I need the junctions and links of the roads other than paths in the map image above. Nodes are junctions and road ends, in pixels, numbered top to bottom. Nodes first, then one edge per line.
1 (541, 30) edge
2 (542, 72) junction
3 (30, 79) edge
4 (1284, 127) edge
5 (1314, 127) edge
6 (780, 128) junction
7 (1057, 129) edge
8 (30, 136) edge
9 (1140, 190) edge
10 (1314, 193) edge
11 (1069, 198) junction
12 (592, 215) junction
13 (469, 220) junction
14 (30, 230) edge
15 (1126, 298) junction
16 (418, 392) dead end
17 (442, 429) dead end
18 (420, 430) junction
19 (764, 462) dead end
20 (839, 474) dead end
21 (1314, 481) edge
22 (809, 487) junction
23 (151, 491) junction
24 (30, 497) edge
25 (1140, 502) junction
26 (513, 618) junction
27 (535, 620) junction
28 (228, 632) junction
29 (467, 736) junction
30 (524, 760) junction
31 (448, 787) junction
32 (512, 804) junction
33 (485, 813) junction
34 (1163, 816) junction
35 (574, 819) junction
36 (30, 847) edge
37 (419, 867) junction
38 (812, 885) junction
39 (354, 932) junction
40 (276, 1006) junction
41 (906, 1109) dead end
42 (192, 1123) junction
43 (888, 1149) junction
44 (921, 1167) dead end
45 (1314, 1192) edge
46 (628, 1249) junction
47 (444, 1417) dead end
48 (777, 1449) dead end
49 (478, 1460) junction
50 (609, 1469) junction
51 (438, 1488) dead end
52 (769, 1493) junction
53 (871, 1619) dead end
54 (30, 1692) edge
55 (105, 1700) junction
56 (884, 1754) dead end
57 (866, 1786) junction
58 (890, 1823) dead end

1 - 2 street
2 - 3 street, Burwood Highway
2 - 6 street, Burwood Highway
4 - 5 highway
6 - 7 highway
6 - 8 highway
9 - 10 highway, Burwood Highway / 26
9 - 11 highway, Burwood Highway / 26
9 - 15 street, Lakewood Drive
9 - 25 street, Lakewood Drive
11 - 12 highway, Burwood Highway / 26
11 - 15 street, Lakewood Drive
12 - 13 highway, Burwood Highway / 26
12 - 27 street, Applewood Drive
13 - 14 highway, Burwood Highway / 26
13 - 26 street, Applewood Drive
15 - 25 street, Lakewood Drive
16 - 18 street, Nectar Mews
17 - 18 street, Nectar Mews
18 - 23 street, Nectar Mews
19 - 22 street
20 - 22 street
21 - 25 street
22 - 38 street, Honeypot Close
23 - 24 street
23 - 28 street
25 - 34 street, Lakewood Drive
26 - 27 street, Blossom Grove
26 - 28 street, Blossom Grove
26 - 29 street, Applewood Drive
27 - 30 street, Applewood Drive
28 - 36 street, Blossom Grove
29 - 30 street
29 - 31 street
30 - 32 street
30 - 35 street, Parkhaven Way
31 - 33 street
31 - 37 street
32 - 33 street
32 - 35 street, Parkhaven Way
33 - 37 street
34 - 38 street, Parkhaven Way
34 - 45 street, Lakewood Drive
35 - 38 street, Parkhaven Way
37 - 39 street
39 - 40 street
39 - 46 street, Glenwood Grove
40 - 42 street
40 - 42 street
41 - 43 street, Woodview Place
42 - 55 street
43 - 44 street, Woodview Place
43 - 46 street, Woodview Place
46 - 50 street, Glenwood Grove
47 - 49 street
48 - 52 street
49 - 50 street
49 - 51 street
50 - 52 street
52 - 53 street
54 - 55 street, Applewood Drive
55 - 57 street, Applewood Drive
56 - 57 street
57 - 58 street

■ ■ ■

Tell how many lines in the records above contain "Grove", giving the number and no other words.

» Output: 5